Wherever the listing has a line with the string "roads", copy that line out.

════════════════════

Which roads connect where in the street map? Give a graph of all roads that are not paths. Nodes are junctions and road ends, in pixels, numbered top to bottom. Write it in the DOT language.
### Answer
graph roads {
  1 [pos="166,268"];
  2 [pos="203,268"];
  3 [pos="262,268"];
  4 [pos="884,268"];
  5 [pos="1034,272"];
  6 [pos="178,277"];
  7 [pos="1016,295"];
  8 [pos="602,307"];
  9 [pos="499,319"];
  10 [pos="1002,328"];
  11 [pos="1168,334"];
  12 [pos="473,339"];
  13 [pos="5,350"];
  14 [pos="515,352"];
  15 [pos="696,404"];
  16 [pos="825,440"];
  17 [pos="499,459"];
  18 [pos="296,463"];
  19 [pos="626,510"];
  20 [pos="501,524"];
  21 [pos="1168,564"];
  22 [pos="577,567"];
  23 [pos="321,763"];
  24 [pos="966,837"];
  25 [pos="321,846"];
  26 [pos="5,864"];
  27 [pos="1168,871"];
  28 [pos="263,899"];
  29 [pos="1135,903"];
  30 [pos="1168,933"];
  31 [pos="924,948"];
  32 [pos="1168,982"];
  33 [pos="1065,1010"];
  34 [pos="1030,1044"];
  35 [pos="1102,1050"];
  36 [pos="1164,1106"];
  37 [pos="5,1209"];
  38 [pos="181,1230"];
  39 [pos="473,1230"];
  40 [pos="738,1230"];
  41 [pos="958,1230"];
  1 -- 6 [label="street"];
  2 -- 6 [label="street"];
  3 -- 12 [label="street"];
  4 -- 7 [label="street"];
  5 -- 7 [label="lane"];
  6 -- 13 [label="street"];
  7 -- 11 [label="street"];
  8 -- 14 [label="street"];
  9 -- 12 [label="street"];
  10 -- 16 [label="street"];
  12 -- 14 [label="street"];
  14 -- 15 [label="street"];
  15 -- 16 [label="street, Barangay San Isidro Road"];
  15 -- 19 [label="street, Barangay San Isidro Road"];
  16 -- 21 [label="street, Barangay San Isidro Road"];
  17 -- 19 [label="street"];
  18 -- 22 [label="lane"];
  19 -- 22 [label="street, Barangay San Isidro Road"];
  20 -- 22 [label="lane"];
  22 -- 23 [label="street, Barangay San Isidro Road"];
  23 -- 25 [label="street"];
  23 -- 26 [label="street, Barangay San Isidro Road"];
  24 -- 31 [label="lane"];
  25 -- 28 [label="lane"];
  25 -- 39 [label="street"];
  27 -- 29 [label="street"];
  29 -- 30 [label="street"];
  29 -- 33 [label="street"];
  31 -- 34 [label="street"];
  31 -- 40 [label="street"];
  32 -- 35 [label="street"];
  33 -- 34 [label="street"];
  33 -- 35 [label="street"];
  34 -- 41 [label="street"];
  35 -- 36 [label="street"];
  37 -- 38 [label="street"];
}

════════════════════

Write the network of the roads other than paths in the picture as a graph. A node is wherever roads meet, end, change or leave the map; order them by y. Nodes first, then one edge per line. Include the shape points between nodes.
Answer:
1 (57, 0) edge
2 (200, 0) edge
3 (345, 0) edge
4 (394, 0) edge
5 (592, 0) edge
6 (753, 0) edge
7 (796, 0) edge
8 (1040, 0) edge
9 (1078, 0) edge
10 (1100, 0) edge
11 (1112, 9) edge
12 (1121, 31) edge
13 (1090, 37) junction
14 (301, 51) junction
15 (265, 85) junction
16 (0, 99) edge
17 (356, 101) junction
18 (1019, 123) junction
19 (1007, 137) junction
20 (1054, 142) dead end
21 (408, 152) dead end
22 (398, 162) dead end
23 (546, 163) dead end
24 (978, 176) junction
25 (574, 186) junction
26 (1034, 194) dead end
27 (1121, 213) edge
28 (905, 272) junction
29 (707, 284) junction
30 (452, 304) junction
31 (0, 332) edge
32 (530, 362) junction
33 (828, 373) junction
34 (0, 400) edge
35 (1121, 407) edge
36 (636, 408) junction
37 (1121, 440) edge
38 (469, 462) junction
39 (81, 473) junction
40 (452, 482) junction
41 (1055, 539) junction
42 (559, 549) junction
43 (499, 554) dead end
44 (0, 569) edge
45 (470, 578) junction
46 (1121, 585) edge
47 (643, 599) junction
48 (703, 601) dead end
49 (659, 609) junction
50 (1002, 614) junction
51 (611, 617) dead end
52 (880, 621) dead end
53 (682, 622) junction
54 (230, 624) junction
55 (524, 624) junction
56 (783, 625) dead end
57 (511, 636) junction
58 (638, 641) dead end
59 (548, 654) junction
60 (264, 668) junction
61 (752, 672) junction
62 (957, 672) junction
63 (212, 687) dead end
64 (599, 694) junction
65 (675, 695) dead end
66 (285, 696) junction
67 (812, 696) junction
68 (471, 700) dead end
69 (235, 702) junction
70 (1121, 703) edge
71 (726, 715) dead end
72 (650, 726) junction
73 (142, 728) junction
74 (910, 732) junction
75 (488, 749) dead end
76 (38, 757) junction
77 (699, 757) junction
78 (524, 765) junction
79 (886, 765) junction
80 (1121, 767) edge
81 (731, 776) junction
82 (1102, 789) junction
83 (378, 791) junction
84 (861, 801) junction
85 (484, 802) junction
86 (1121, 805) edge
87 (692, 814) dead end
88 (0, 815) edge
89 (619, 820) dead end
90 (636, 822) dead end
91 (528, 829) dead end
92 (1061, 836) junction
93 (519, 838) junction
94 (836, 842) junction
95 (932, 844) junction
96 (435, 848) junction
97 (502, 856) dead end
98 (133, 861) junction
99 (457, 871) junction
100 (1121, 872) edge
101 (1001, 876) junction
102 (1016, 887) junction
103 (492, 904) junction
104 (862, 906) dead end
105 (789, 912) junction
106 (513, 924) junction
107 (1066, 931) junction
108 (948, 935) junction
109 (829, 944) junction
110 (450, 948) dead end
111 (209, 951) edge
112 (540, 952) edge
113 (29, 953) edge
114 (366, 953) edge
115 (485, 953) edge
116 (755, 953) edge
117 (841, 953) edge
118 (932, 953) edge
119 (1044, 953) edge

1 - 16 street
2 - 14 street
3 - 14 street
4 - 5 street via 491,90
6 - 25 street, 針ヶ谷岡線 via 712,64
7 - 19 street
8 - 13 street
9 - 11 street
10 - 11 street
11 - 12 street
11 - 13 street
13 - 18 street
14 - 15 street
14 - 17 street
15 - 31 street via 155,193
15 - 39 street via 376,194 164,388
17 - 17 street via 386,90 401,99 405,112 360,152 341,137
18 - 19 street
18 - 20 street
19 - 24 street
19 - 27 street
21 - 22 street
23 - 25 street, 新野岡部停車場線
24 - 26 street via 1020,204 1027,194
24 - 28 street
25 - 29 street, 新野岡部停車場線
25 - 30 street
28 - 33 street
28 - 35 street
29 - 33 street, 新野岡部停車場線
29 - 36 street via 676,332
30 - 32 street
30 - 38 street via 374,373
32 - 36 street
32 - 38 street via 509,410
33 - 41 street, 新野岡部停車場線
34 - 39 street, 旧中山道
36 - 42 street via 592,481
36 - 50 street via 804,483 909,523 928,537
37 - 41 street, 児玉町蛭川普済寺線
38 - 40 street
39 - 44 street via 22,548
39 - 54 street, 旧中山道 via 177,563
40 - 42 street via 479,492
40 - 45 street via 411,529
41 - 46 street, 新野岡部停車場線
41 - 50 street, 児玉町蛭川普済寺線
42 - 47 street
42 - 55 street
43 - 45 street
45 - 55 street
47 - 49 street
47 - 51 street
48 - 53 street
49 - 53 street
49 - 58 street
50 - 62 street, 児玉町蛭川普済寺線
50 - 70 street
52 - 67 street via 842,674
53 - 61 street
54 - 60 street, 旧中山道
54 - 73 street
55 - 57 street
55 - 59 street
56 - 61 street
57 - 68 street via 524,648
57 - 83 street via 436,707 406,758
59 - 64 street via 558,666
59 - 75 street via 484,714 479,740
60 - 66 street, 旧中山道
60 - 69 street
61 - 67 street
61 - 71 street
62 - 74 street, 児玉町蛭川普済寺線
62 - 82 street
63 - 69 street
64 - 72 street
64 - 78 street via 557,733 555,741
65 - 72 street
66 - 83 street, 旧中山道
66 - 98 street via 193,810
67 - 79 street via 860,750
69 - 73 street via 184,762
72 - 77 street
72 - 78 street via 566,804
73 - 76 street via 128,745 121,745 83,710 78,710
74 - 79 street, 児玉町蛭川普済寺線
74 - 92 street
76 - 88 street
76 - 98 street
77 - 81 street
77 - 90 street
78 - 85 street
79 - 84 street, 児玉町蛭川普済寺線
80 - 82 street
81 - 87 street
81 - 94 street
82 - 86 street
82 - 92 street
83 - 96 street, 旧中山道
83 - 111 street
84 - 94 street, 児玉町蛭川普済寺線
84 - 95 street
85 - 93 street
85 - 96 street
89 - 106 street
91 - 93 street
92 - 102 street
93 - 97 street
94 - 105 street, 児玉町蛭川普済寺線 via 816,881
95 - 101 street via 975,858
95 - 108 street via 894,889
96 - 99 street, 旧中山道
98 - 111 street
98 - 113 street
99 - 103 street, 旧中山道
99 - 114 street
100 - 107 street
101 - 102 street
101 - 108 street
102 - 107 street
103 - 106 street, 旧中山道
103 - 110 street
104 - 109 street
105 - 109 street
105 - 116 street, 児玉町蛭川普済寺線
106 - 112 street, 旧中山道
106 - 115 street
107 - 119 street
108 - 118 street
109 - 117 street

════════════════════

§ **OUTPUT BELOW**:
Which roads connect where in the street map? Give a graph of all roads that are not paths. Nodes are junctions and road ends, in pixels, numbered top to bottom. Write it in the DOT language.
graph roads {
Write the network of the roads other than paths in the picture as a graph. A node is wherever roads meet, end, change or leave the map; order them by y. Nodes first, then one edge per line. Include the shape points between nodes.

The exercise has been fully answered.